Saved entries:
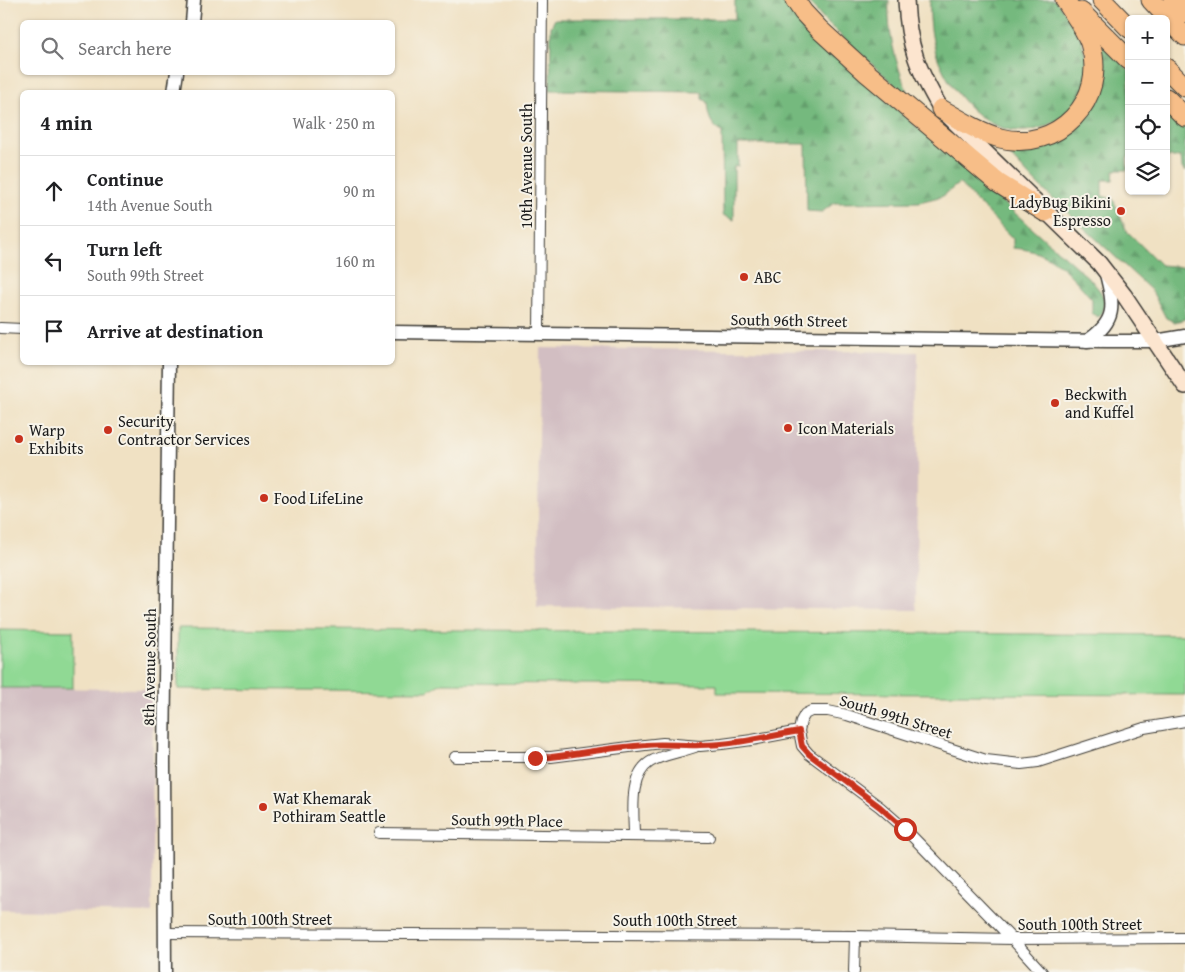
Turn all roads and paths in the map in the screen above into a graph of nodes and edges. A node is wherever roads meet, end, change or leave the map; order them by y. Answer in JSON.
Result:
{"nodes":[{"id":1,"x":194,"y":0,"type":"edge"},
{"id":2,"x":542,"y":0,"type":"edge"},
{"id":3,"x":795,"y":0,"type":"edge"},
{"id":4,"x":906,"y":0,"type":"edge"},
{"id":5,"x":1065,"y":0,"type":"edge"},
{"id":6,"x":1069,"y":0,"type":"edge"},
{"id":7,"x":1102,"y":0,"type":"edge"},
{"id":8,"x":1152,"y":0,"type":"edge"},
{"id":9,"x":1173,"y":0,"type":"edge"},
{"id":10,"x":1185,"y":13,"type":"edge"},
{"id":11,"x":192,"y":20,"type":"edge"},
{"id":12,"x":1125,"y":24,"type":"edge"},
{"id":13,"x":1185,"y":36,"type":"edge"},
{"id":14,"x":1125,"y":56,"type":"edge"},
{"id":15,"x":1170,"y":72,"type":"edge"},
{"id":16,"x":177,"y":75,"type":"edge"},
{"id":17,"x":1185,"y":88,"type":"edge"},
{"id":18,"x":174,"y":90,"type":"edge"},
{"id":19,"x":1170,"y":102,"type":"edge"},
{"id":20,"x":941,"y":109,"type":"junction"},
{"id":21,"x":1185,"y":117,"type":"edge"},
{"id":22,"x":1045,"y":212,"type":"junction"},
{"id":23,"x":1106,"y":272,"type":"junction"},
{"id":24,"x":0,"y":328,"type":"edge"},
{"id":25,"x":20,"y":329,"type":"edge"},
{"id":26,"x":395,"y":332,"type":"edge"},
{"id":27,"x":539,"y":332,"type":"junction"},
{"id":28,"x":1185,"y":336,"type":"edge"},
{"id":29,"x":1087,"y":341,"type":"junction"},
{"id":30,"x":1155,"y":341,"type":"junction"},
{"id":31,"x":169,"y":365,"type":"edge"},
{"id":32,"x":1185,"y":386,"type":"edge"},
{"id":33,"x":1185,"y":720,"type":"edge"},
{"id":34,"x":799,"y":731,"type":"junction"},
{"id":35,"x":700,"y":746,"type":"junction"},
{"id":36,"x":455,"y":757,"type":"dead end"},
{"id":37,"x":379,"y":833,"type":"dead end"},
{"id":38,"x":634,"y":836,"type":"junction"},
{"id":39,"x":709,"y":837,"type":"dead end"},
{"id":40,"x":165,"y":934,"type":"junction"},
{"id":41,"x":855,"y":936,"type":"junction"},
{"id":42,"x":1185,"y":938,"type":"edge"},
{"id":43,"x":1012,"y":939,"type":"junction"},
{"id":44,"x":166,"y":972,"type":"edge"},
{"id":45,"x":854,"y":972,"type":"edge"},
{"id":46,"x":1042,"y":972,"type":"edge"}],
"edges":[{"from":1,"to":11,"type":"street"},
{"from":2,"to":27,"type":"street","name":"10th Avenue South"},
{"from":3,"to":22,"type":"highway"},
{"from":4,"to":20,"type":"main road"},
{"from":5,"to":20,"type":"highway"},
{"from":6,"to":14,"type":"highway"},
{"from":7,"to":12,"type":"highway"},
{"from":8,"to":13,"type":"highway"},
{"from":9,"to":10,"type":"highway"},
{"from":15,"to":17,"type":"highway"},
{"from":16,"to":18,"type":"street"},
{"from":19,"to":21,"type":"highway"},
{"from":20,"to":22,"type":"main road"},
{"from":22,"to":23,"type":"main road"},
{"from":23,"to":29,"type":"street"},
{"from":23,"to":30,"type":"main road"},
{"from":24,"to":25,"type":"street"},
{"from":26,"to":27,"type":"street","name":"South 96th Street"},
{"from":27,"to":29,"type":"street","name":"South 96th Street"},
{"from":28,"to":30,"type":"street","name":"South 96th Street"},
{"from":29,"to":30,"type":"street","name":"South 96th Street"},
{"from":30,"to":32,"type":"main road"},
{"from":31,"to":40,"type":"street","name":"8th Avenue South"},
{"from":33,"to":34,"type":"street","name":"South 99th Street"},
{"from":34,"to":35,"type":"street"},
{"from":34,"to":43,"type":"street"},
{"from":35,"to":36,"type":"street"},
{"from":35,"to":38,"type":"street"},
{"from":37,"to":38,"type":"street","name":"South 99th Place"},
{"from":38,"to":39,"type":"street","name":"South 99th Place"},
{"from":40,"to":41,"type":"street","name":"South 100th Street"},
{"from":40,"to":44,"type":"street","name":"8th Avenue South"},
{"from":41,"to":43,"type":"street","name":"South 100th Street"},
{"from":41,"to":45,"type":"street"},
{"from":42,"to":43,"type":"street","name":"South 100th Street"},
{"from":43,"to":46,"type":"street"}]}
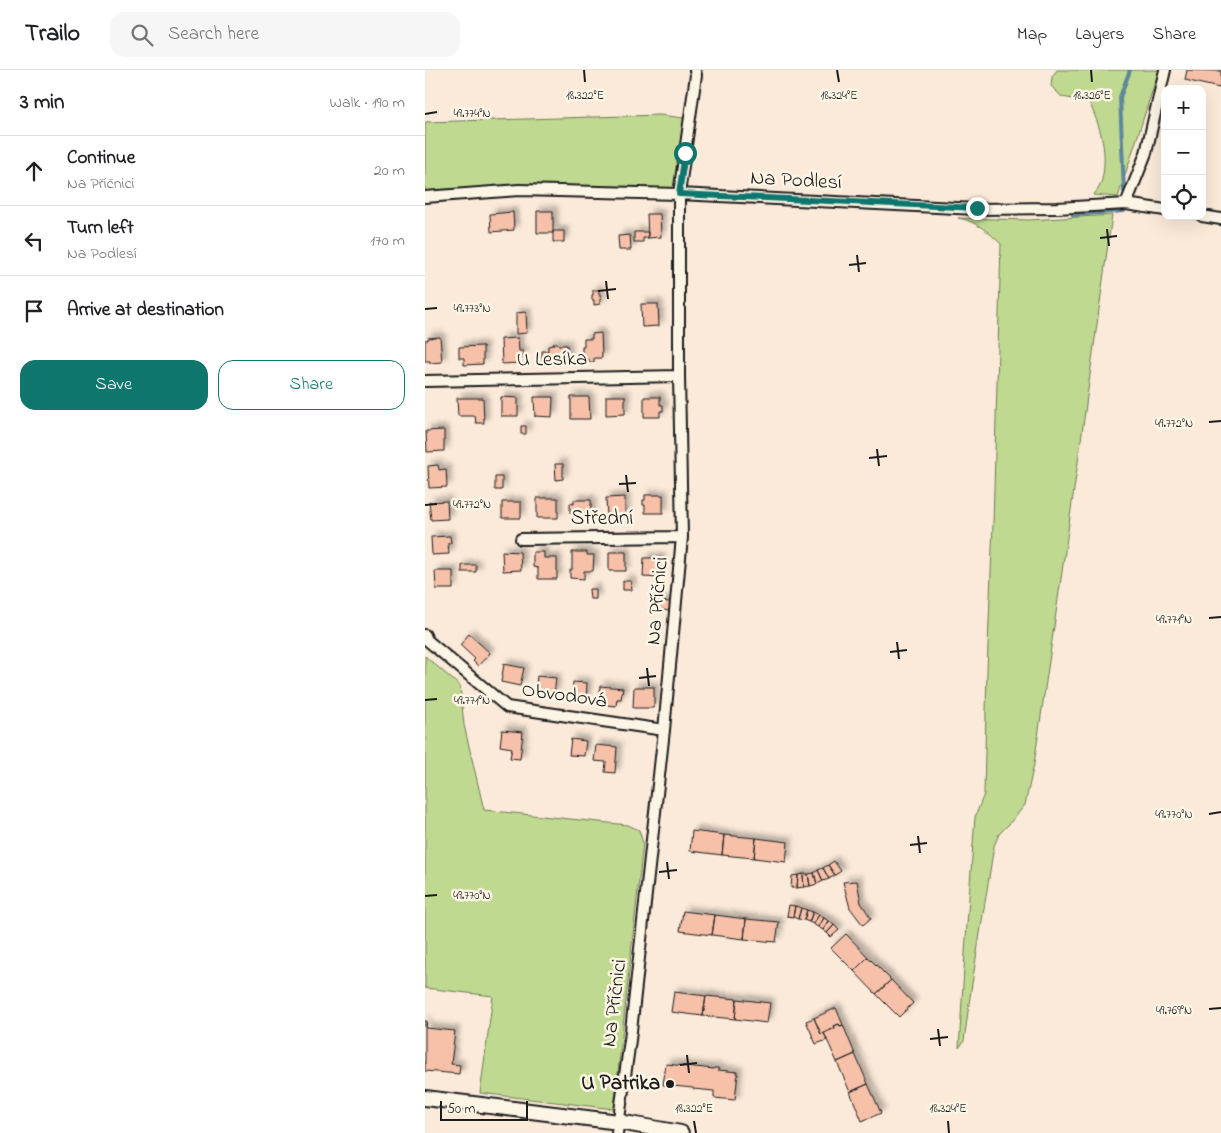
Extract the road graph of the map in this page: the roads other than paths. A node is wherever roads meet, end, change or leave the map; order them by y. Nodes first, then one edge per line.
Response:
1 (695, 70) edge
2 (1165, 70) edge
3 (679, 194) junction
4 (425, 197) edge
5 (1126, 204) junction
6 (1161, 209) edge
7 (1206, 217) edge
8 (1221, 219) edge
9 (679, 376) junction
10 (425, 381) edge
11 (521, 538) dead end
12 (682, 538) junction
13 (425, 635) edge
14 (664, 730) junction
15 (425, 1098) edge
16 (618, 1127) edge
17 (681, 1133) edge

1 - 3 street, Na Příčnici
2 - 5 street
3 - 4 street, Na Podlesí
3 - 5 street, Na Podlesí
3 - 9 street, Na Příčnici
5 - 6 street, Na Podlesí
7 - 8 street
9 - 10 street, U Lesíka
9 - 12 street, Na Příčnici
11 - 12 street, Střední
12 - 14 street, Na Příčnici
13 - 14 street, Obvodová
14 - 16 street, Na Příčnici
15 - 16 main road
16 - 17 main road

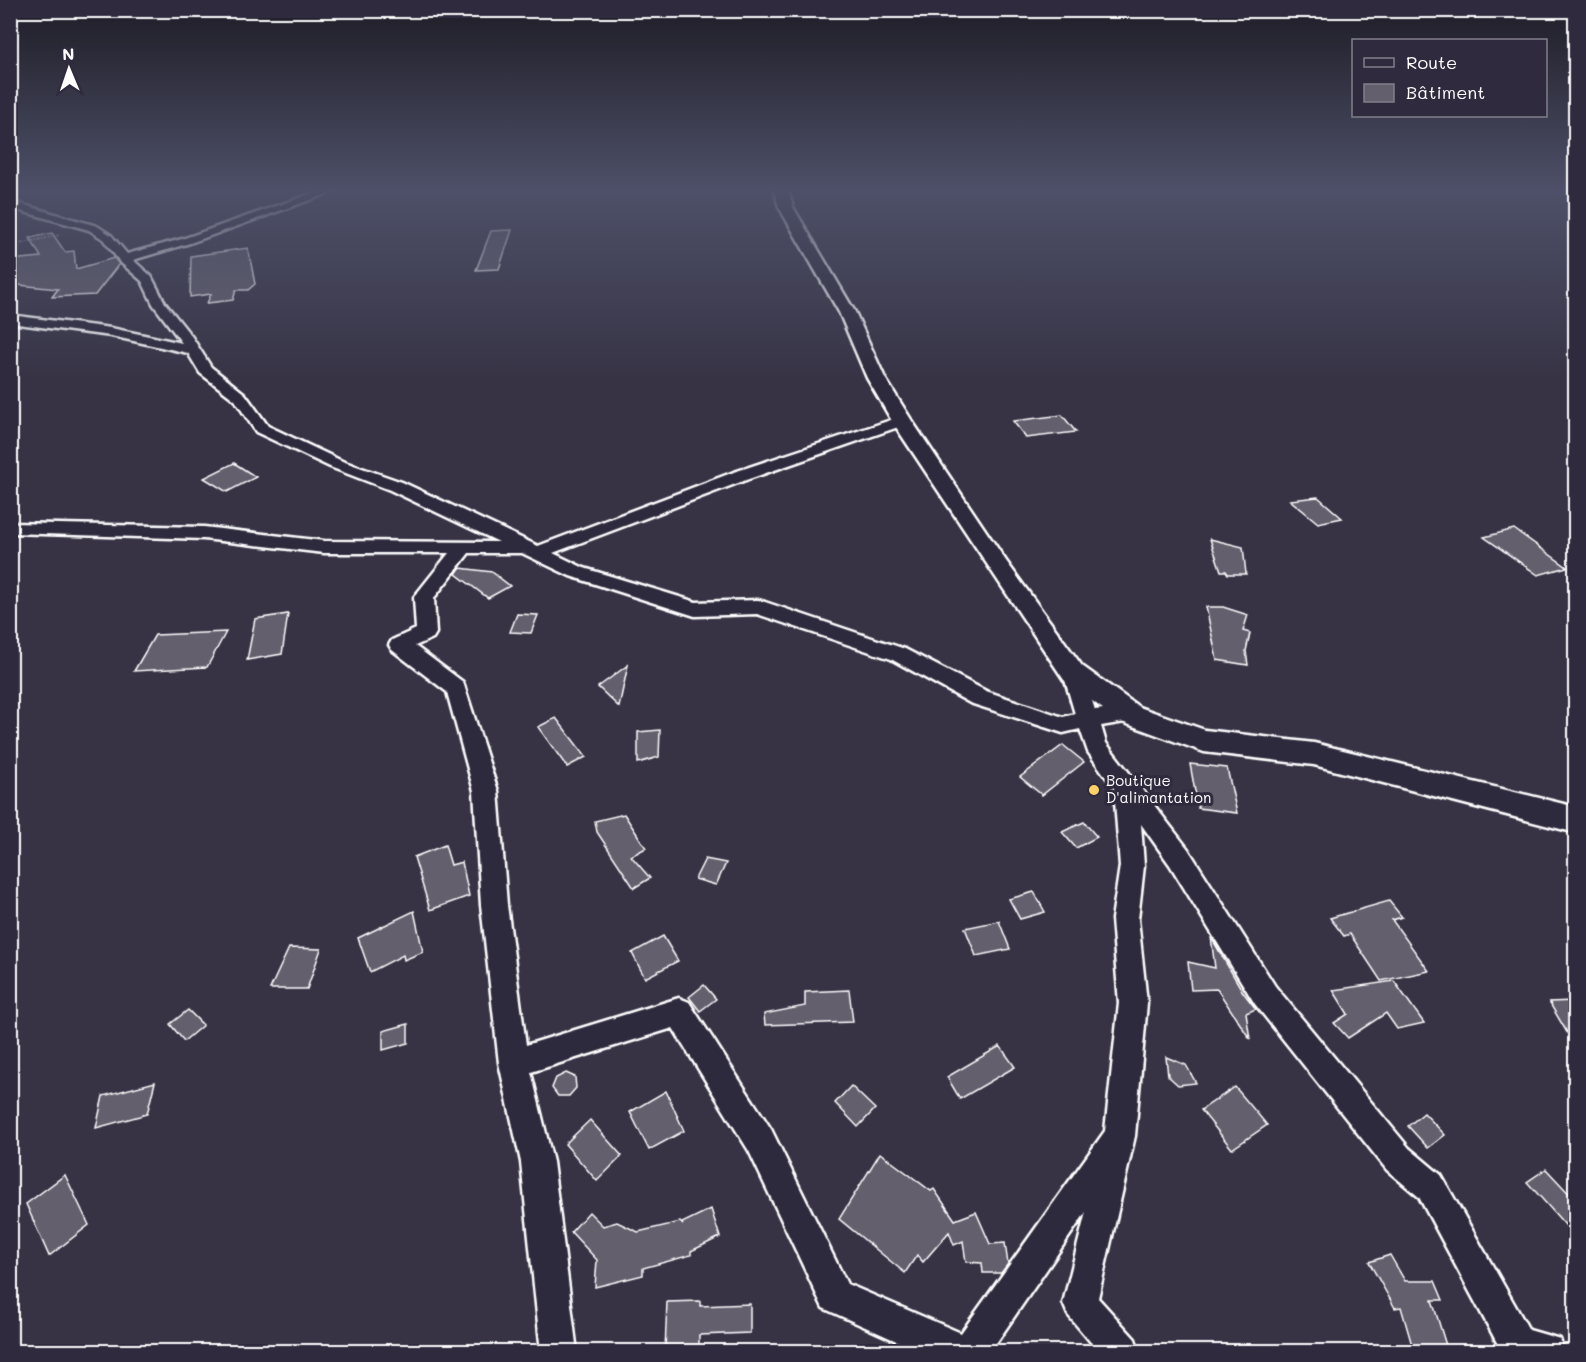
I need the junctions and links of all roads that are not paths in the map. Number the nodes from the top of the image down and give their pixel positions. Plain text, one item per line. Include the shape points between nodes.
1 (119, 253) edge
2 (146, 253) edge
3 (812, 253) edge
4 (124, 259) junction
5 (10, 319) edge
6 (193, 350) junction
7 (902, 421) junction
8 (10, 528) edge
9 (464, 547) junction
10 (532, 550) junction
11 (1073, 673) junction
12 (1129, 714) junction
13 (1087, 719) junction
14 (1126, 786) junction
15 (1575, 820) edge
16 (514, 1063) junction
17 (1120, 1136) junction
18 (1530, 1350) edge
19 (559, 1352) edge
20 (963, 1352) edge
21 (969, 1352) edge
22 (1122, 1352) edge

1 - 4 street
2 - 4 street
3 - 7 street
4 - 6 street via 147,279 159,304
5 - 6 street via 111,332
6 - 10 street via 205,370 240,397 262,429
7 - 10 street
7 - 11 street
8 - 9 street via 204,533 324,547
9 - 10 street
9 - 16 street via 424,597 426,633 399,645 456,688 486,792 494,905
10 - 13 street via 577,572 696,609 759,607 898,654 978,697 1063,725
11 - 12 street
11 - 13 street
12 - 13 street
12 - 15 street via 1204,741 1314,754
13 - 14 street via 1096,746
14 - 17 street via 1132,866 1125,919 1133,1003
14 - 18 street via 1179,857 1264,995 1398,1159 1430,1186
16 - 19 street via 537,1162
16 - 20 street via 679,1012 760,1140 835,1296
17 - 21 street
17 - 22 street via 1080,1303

◆ **WHAT YOU HAVE TO DO**: This calls for each record above to be set down exactly, with the images skipped.

◆ **EXERCISE RESULT**:
Turn all roads and paths in the map in the screen above into a graph of nodes and edges. A node is wherever roads meet, end, change or leave the map; order them by y. Answer in JSON.
Result:
{"nodes":[{"id":1,"x":194,"y":0,"type":"edge"},
{"id":2,"x":542,"y":0,"type":"edge"},
{"id":3,"x":795,"y":0,"type":"edge"},
{"id":4,"x":906,"y":0,"type":"edge"},
{"id":5,"x":1065,"y":0,"type":"edge"},
{"id":6,"x":1069,"y":0,"type":"edge"},
{"id":7,"x":1102,"y":0,"type":"edge"},
{"id":8,"x":1152,"y":0,"type":"edge"},
{"id":9,"x":1173,"y":0,"type":"edge"},
{"id":10,"x":1185,"y":13,"type":"edge"},
{"id":11,"x":192,"y":20,"type":"edge"},
{"id":12,"x":1125,"y":24,"type":"edge"},
{"id":13,"x":1185,"y":36,"type":"edge"},
{"id":14,"x":1125,"y":56,"type":"edge"},
{"id":15,"x":1170,"y":72,"type":"edge"},
{"id":16,"x":177,"y":75,"type":"edge"},
{"id":17,"x":1185,"y":88,"type":"edge"},
{"id":18,"x":174,"y":90,"type":"edge"},
{"id":19,"x":1170,"y":102,"type":"edge"},
{"id":20,"x":941,"y":109,"type":"junction"},
{"id":21,"x":1185,"y":117,"type":"edge"},
{"id":22,"x":1045,"y":212,"type":"junction"},
{"id":23,"x":1106,"y":272,"type":"junction"},
{"id":24,"x":0,"y":328,"type":"edge"},
{"id":25,"x":20,"y":329,"type":"edge"},
{"id":26,"x":395,"y":332,"type":"edge"},
{"id":27,"x":539,"y":332,"type":"junction"},
{"id":28,"x":1185,"y":336,"type":"edge"},
{"id":29,"x":1087,"y":341,"type":"junction"},
{"id":30,"x":1155,"y":341,"type":"junction"},
{"id":31,"x":169,"y":365,"type":"edge"},
{"id":32,"x":1185,"y":386,"type":"edge"},
{"id":33,"x":1185,"y":720,"type":"edge"},
{"id":34,"x":799,"y":731,"type":"junction"},
{"id":35,"x":700,"y":746,"type":"junction"},
{"id":36,"x":455,"y":757,"type":"dead end"},
{"id":37,"x":379,"y":833,"type":"dead end"},
{"id":38,"x":634,"y":836,"type":"junction"},
{"id":39,"x":709,"y":837,"type":"dead end"},
{"id":40,"x":165,"y":934,"type":"junction"},
{"id":41,"x":855,"y":936,"type":"junction"},
{"id":42,"x":1185,"y":938,"type":"edge"},
{"id":43,"x":1012,"y":939,"type":"junction"},
{"id":44,"x":166,"y":972,"type":"edge"},
{"id":45,"x":854,"y":972,"type":"edge"},
{"id":46,"x":1042,"y":972,"type":"edge"}],
"edges":[{"from":1,"to":11,"type":"street"},
{"from":2,"to":27,"type":"street","name":"10th Avenue South"},
{"from":3,"to":22,"type":"highway"},
{"from":4,"to":20,"type":"main road"},
{"from":5,"to":20,"type":"highway"},
{"from":6,"to":14,"type":"highway"},
{"from":7,"to":12,"type":"highway"},
{"from":8,"to":13,"type":"highway"},
{"from":9,"to":10,"type":"highway"},
{"from":15,"to":17,"type":"highway"},
{"from":16,"to":18,"type":"street"},
{"from":19,"to":21,"type":"highway"},
{"from":20,"to":22,"type":"main road"},
{"from":22,"to":23,"type":"main road"},
{"from":23,"to":29,"type":"street"},
{"from":23,"to":30,"type":"main road"},
{"from":24,"to":25,"type":"street"},
{"from":26,"to":27,"type":"street","name":"South 96th Street"},
{"from":27,"to":29,"type":"street","name":"South 96th Street"},
{"from":28,"to":30,"type":"street","name":"South 96th Street"},
{"from":29,"to":30,"type":"street","name":"South 96th Street"},
{"from":30,"to":32,"type":"main road"},
{"from":31,"to":40,"type":"street","name":"8th Avenue South"},
{"from":33,"to":34,"type":"street","name":"South 99th Street"},
{"from":34,"to":35,"type":"street"},
{"from":34,"to":43,"type":"street"},
{"from":35,"to":36,"type":"street"},
{"from":35,"to":38,"type":"street"},
{"from":37,"to":38,"type":"street","name":"South 99th Place"},
{"from":38,"to":39,"type":"street","name":"South 99th Place"},
{"from":40,"to":41,"type":"street","name":"South 100th Street"},
{"from":40,"to":44,"type":"street","name":"8th Avenue South"},
{"from":41,"to":43,"type":"street","name":"South 100th Street"},
{"from":41,"to":45,"type":"street"},
{"from":42,"to":43,"type":"street","name":"South 100th Street"},
{"from":43,"to":46,"type":"street"}]}
Extract the road graph of the map in this page: the roads other than paths. A node is wherever roads meet, end, change or leave the map; order them by y. Nodes first, then one edge per line.
Response:
1 (695, 70) edge
2 (1165, 70) edge
3 (679, 194) junction
4 (425, 197) edge
5 (1126, 204) junction
6 (1161, 209) edge
7 (1206, 217) edge
8 (1221, 219) edge
9 (679, 376) junction
10 (425, 381) edge
11 (521, 538) dead end
12 (682, 538) junction
13 (425, 635) edge
14 (664, 730) junction
15 (425, 1098) edge
16 (618, 1127) edge
17 (681, 1133) edge

1 - 3 street, Na Příčnici
2 - 5 street
3 - 4 street, Na Podlesí
3 - 5 street, Na Podlesí
3 - 9 street, Na Příčnici
5 - 6 street, Na Podlesí
7 - 8 street
9 - 10 street, U Lesíka
9 - 12 street, Na Příčnici
11 - 12 street, Střední
12 - 14 street, Na Příčnici
13 - 14 street, Obvodová
14 - 16 street, Na Příčnici
15 - 16 main road
16 - 17 main road

I need the junctions and links of all roads that are not paths in the map. Number the nodes from the top of the image down and give their pixel positions. Plain text, one item per line. Include the shape points between nodes.
1 (119, 253) edge
2 (146, 253) edge
3 (812, 253) edge
4 (124, 259) junction
5 (10, 319) edge
6 (193, 350) junction
7 (902, 421) junction
8 (10, 528) edge
9 (464, 547) junction
10 (532, 550) junction
11 (1073, 673) junction
12 (1129, 714) junction
13 (1087, 719) junction
14 (1126, 786) junction
15 (1575, 820) edge
16 (514, 1063) junction
17 (1120, 1136) junction
18 (1530, 1350) edge
19 (559, 1352) edge
20 (963, 1352) edge
21 (969, 1352) edge
22 (1122, 1352) edge

1 - 4 street
2 - 4 street
3 - 7 street
4 - 6 street via 147,279 159,304
5 - 6 street via 111,332
6 - 10 street via 205,370 240,397 262,429
7 - 10 street
7 - 11 street
8 - 9 street via 204,533 324,547
9 - 10 street
9 - 16 street via 424,597 426,633 399,645 456,688 486,792 494,905
10 - 13 street via 577,572 696,609 759,607 898,654 978,697 1063,725
11 - 12 street
11 - 13 street
12 - 13 street
12 - 15 street via 1204,741 1314,754
13 - 14 street via 1096,746
14 - 17 street via 1132,866 1125,919 1133,1003
14 - 18 street via 1179,857 1264,995 1398,1159 1430,1186
16 - 19 street via 537,1162
16 - 20 street via 679,1012 760,1140 835,1296
17 - 21 street
17 - 22 street via 1080,1303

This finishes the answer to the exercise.